Mezcal has become rabidly popular in just a few years—a tradition born in Oaxaca, channeled through Mexico City, and mainlined to urban centers all around the United States. At bars throughout Mexico, a small pour of the spirit is commonly flanked by slices of orange, seasoned with a sprinkling of worm salt—that’s right, worm salt, or sal de gusano, is a salt flavored with ground, toasted insects.
Before the high-end mezcal brands and bar-bros proselytizing the distinct qualities of agave distilled with breastplates of rabbit, there was salt. And in that salt, there were ground worms, a natural evolution of the already common process in Pre-Hispanic México of eating insects.
The worms, or chinicuil, used to make sal de gusano are actually moth larvae (Comadia redtenbacheri) which burrow through the root systems and leaves of the maguey plants used to make mezcal. The larvae eat the fleshy interiors of the pencas, the thick, spiny leaves of the plant, fattening and growing sweet until they are 5 to 7 centimeters in length and a bright red or off-white beige color.
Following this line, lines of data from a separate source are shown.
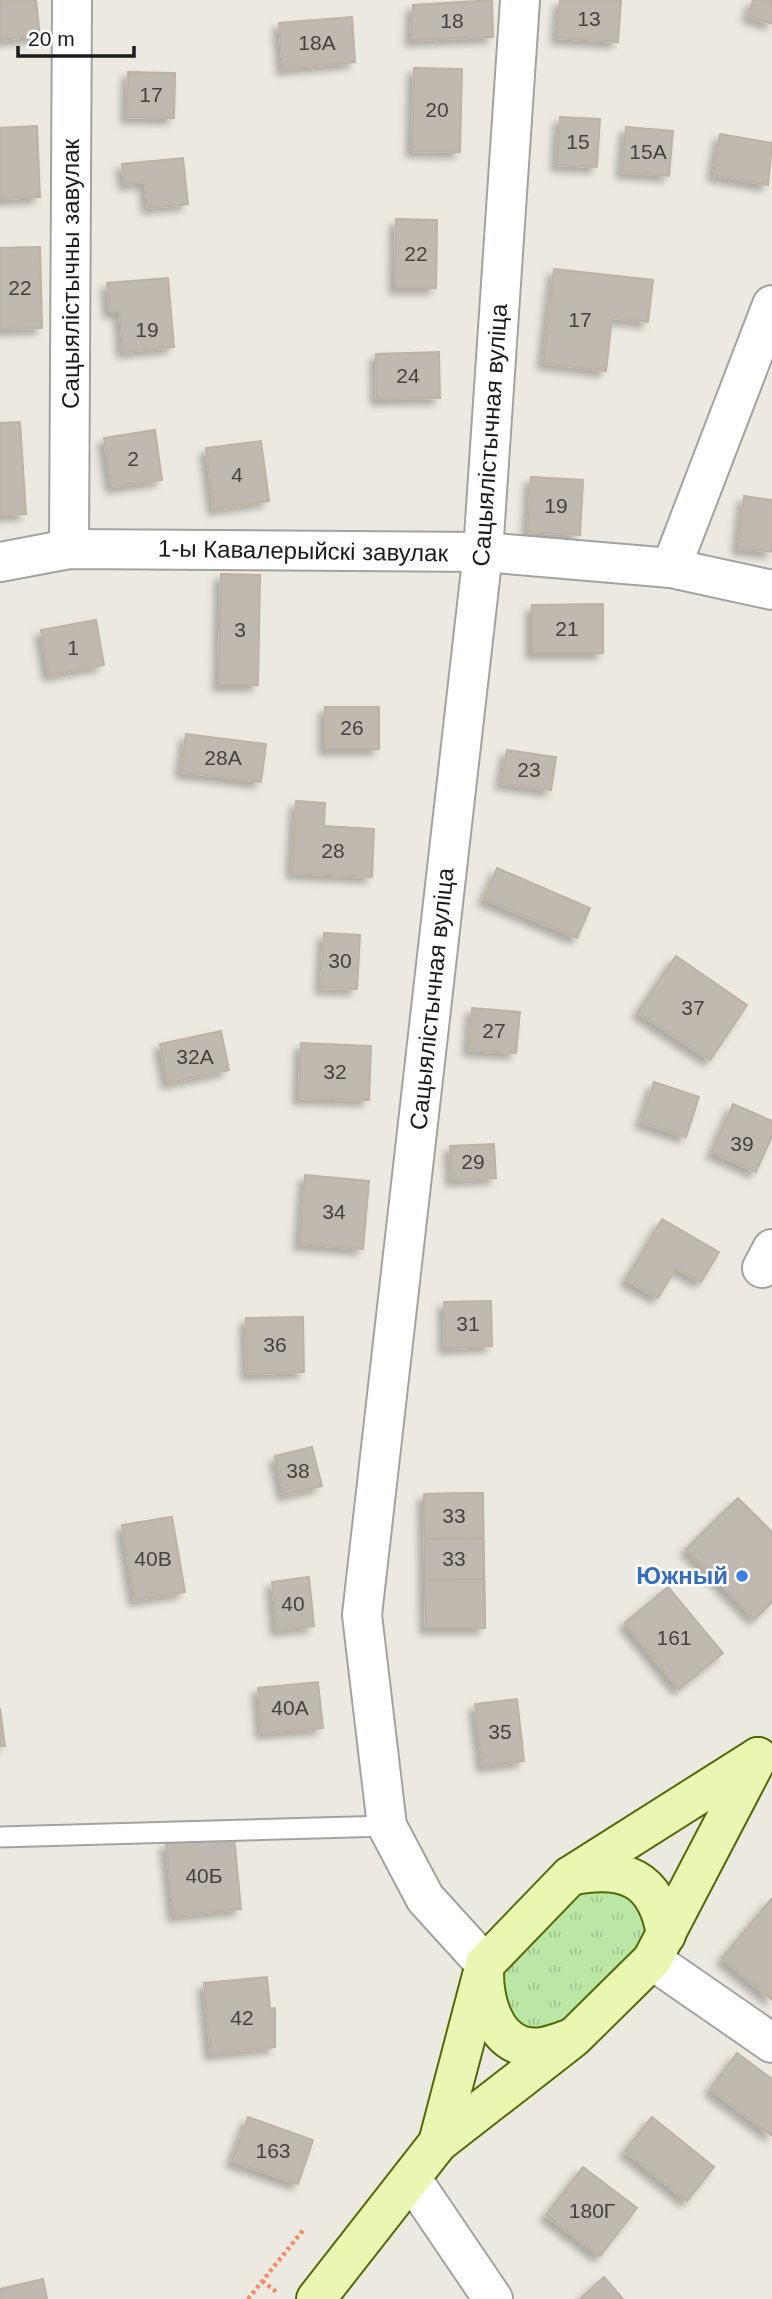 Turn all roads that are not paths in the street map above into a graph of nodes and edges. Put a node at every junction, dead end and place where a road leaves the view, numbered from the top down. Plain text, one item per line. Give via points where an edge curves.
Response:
1 (72, 0) edge
2 (520, 0) edge
3 (772, 305) edge
4 (69, 549) junction
5 (483, 552) junction
6 (0, 562) edge
7 (671, 568) junction
8 (772, 590) edge
9 (765, 1750) edge
10 (387, 1826) junction
11 (0, 1837) edge
12 (570, 1876) junction
13 (659, 1947) junction
14 (485, 1964) junction
15 (573, 2038) junction
16 (772, 2043) edge
17 (438, 2144) junction
18 (411, 2178) junction
19 (316, 2299) edge
20 (493, 2299) edge

1 - 4 street, Сацыялістычны завулак
2 - 5 street, Сацыялістычная вуліца
3 - 7 street
4 - 5 street, 1-ы Кавалерыйскі завулак
4 - 6 street, 1-ы Кавалерыйскі завулак
5 - 7 street, 1-ы Кавалерыйскі завулак
5 - 10 street, Сацыялістычная вуліца via 362,1615
7 - 8 street, 1-ы Кавалерыйскі завулак
9 - 12 street
9 - 13 street
10 - 11 lane
10 - 14 street, Сацыялістычная вуліца via 425,1898
12 - 13 street via 619,1873 639,1882 654,1895 662,1913
12 - 14 street
13 - 15 street
13 - 16 street
14 - 15 street via 484,1997 507,2036 523,2046 544,2047
14 - 17 street
15 - 17 street
17 - 18 street
18 - 19 street
18 - 20 street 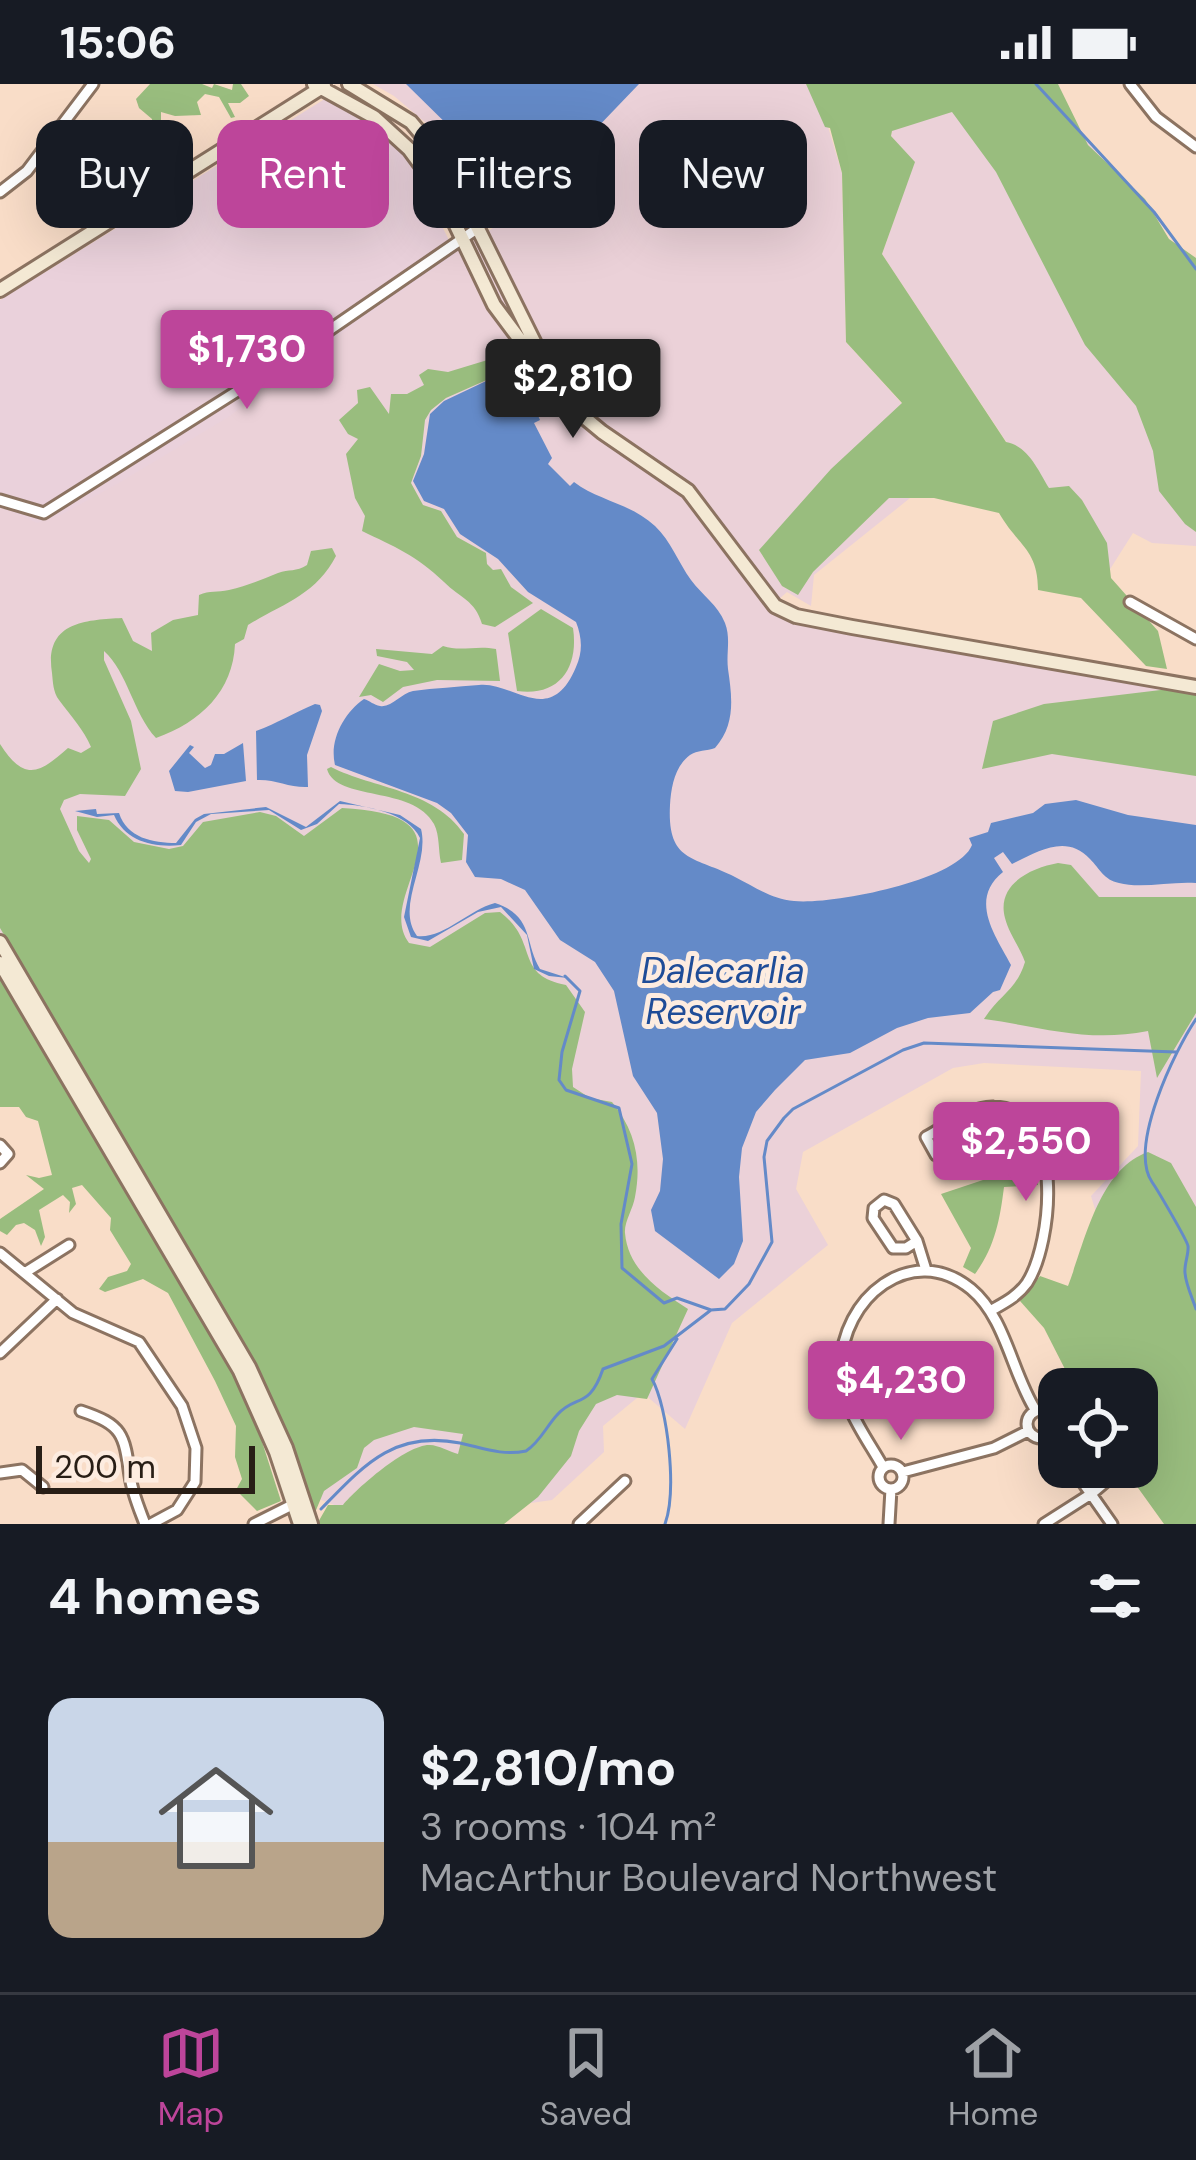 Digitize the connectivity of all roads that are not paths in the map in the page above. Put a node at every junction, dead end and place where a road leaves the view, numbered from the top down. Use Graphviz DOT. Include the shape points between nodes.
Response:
graph roads {
  1 [pos="93,84"];
  2 [pos="349,84"];
  3 [pos="1130,84"];
  4 [pos="321,85"];
  5 [pos="413,126"];
  6 [pos="1196,148"];
  7 [pos="0,192"];
  8 [pos="478,228"];
  9 [pos="460,239"];
  10 [pos="0,290"];
  11 [pos="556,386"];
  12 [pos="0,500"];
  13 [pos="1130,602"];
  14 [pos="1196,639"];
  15 [pos="1196,686"];
  16 [pos="0,943"];
  17 [pos="0,963"];
  18 [pos="948,1125"];
  19 [pos="1054,1132"];
  20 [pos="1038,1137"];
  21 [pos="0,1145"];
  22 [pos="0,1163"];
  23 [pos="917,1241"];
  24 [pos="69,1245"];
  25 [pos="0,1253"];
  26 [pos="926,1270"];
  27 [pos="26,1272"];
  28 [pos="57,1299"];
  29 [pos="989,1311"];
  30 [pos="0,1353"];
  31 [pos="81,1411"];
  32 [pos="1036,1411"];
  33 [pos="1028,1431"];
  34 [pos="1038,1436"];
  35 [pos="883,1467"];
  36 [pos="903,1472"];
  37 [pos="0,1473"];
  38 [pos="626,1481"];
  39 [pos="43,1487"];
  40 [pos="1087,1488"];
  41 [pos="1098,1488"];
  42 [pos="891,1490"];
  43 [pos="1091,1494"];
  44 [pos="294,1504"];
  45 [pos="148,1524"];
  46 [pos="254,1524"];
  47 [pos="300,1524"];
  48 [pos="310,1524"];
  49 [pos="580,1524"];
  50 [pos="889,1524"];
  51 [pos="1044,1524"];
  52 [pos="1112,1524"];
  1 -- 7 [label="street" via="25,174"];
  2 -- 5 [label="main road"];
  3 -- 6 [label="street"];
  4 -- 9 [label="main road" via="409,148"];
  4 -- 10 [label="main road"];
  8 -- 9 [label="street"];
  8 -- 11 [label="main road"];
  9 -- 11 [label="main road" via="494,305"];
  9 -- 12 [label="street" via="44,513"];
  11 -- 15 [label="main road" via="586,421 688,491 763,593 796,616"];
  13 -- 14 [label="street"];
  16 -- 48 [label="main road" via="249,1367"];
  17 -- 44 [label="main road" via="240,1371"];
  18 -- 20 [label="street" via="995,1107 1021,1116"];
  19 -- 20 [label="street"];
  20 -- 29 [label="street" via="1049,1195 1043,1239 1025,1286"];
  21 -- 22 [label="street" via="8,1154"];
  23 -- 23 [label="street" via="893,1248 874,1208 894,1204"];
  23 -- 26 [label="street"];
  24 -- 27 [label="street"];
  25 -- 27 [label="street"];
  26 -- 29 [label="street" via="964,1284"];
  26 -- 35 [label="street" via="867,1295 842,1350 849,1407"];
  27 -- 28 [label="street"];
  28 -- 30 [label="street"];
  28 -- 45 [label="street" via="140,1342 188,1419 198,1462 194,1486 177,1510"];
  29 -- 32 [label="street"];
  31 -- 45 [label="street" via="109,1421 122,1436"];
  32 -- 33 [label="street"];
  33 -- 34 [label="street"];
  33 -- 36 [label="street"];
  35 -- 36 [label="street"];
  35 -- 42 [label="street" via="879,1481"];
  36 -- 42 [label="street"];
  37 -- 39 [label="street" via="22,1471"];
  38 -- 49 [label="street"];
  40 -- 43 [label="street"];
  41 -- 43 [label="street"];
  42 -- 50 [label="street"];
  43 -- 51 [label="street"];
  43 -- 52 [label="street"];
  44 -- 46 [label="street"];
  44 -- 47 [label="main road"];
} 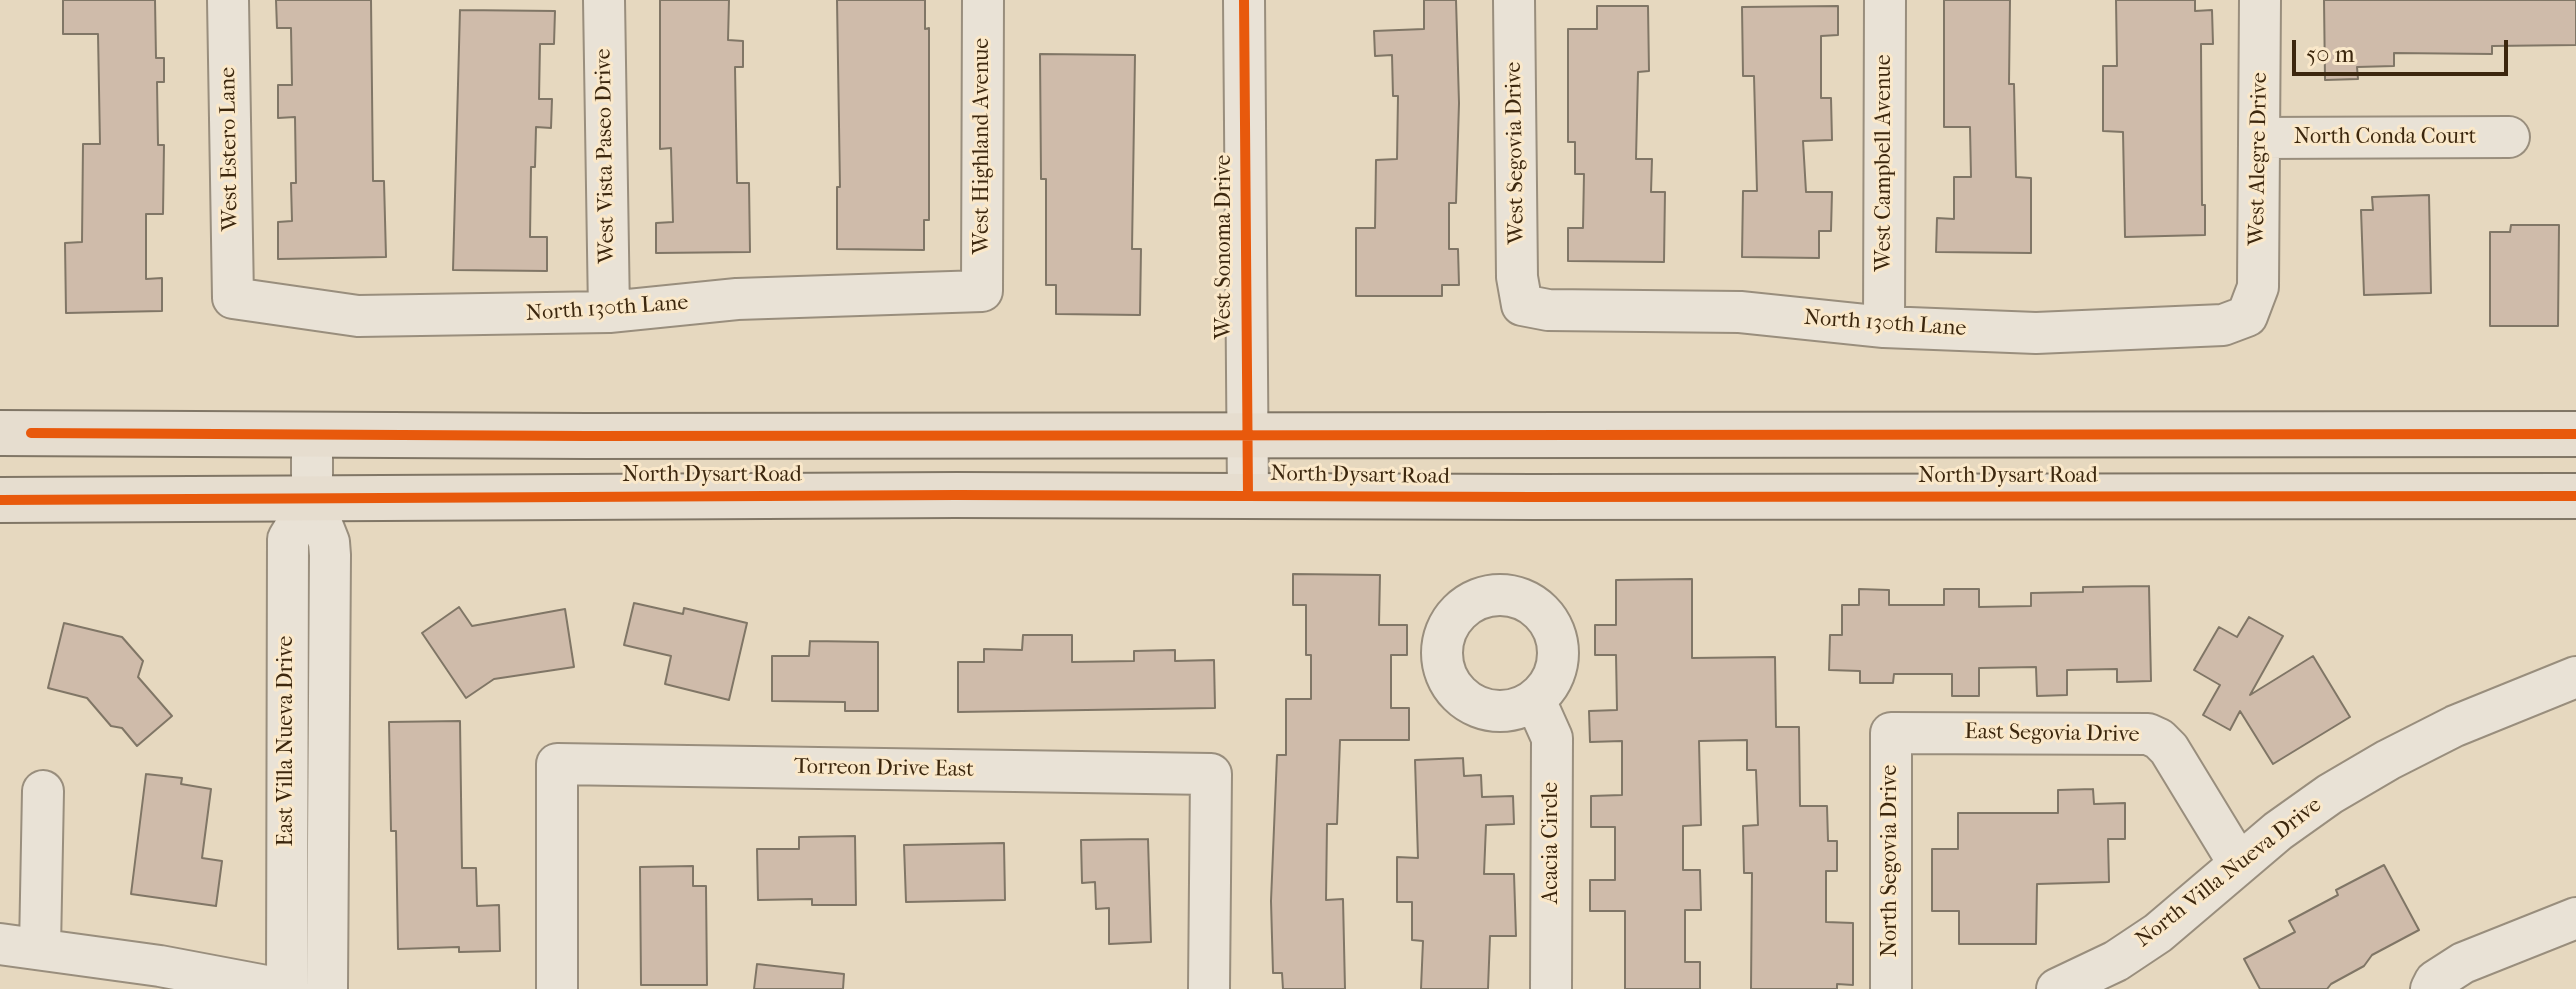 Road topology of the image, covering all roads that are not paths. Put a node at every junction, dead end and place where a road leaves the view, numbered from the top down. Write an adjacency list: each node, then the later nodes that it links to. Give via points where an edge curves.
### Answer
1 (228, 0): 11 (street, West Estero Lane)
2 (604, 0): 13 (street, West Vista Paseo Drive)
3 (983, 0): 10 (street, West Highland Avenue)
4 (1244, 0): 19 (street, West Sonoma Drive)
5 (1514, 0): 12 (street, West Segovia Drive, via 1517,277)
6 (1885, 0): 15 (street, West Campbell Avenue)
7 (2260, 0): 9 (street, West Alegre Drive)
8 (2509, 137): 9 (street, North Conda Court)
9 (2260, 138): 14 (street, West Alegre Drive, via 2258,287)
10 (982, 291): 13 (street, North 130th Lane, via 737,299)
11 (233, 298): 13 (street, North 130th Lane, via 358,316)
12 (1522, 305): 15 (street, North 130th Lane, via 1548,310 1740,312)
13 (609, 312)
14 (2247, 316): 15 (street, North 130th Lane, via 2223,325 2036,333)
15 (1884, 327)
16 (0, 433): 17 (main road, North Dysart Road)
17 (312, 434): 19 (main road, North Dysart Road); 22 (street, East Villa Nueva Drive)
18 (2576, 434): 19 (main road, North Dysart Road)
19 (1247, 436): 20 (street, West Sonoma Drive)
20 (1248, 495): 21 (main road, North Dysart Road); 22 (main road, North Dysart Road)
21 (2576, 496)
22 (312, 499): 23 (main road, North Dysart Road); 32 (street, East Villa Nueva Drive, via 288,539); 33 (street, East Villa Nueva Drive, via 329,542)
23 (0, 500)
24 (2576, 677): 28 (street, North Villa Nueva Drive, via 2455,726 2388,760 2330,794)
25 (1535, 700): 36 (street, Acacia Circle, via 1552,738)
26 (1891, 733): 28 (street, East Segovia Drive, via 2148,734 2169,749); 37 (street, North Segovia Drive)
27 (43, 791): 31 (street)
28 (2239, 864): 38 (street, North Villa Nueva Drive, via 2158,933 2116,961)
29 (2576, 918): 39 (street, via 2463,963)
30 (0, 944): 31 (street)
31 (40, 948): 32 (street)
32 (284, 989)
33 (327, 989)
34 (557, 989): 35 (street, Torreon Drive East, via 557,764 1211,774)
35 (1209, 989)
36 (1551, 989)
37 (1891, 989)
38 (2057, 989)
39 (2431, 989)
The worms are harvested by hand, cleaned, and toasted on a comal, which turns them crispy and nutty in flavor. This preparation is a popular seasonal taco filling or just eaten as a snack—demonstrative of a life lived amongst the magueys, which are a versatile crop that yield spirits, syrups, other ferments like pulque, building materials, fibers, and shelter for animals and insects.
When ground with salt and dried chiles, the worms lend an earthy, umami-rich flavor to the salt that illuminates the wide spectrum of mezcal varietals, eaten in pinches, or sprinkled onto fruit to awaken and reset the palate. Sal de gusano is also used regionally in various dishes like sopa de guias, a soup made with squash vines, salsas, and agua frescas—basically anywhere one would use salt.
“We try and make a little magic with the flavors,” explains Imelda Raquel Meza Pacheco, the woman who produces sal de gusano for the popular mezcal brand, Union. Their salt is crafted to pair specifically with their mezcal, she explains, “It’s smoky, and roasted, it tastes a little like cumin, a little like sweet agave, it smells of the earth!” When preparing her sal de gusano she always uses the metate or molcajete, the traditional mortar and pestle, and her muscle power. “We believe using an electric blender robs the essence of the product.” she says.
At my restaurant in Mexico City, Cicatriz, we offer mezcal service with a little plate of chilled, cubed watermelon and jicama, sprinkled with lime and sal de gusano. Take a sip of mezcal, a nibble of fruit, and then another sip. The seasoning brightens and opens up new flavors in the spirit. Many other bars and restaurants are moving beyond the sliced orange, to pineapple, tomatillo, and apple, for example. Try it sprinkled over sliced fruit or vegetables in your home cooking, for appetizers or a snack. The salt has moved into the gourmet marketplace with new brands emerging every year adding ground hibiscus flower or hoja santa, to the mix, recommending users to think beyond mezcal and use this seasoning in their home kitchens. The salt is a great way to season sliced fruit plates or crudite platters at home. I also like to use it when seasoning pots of beans or earthy soups, like minestrone or squash. It can sing on platters of simply grilled vegetables—think corn, zucchini, and tomatoes. However you choose to incorporate it, you’ll be joining the long historical tradition of insect consumption. I’ll raise my mezcal glass to that.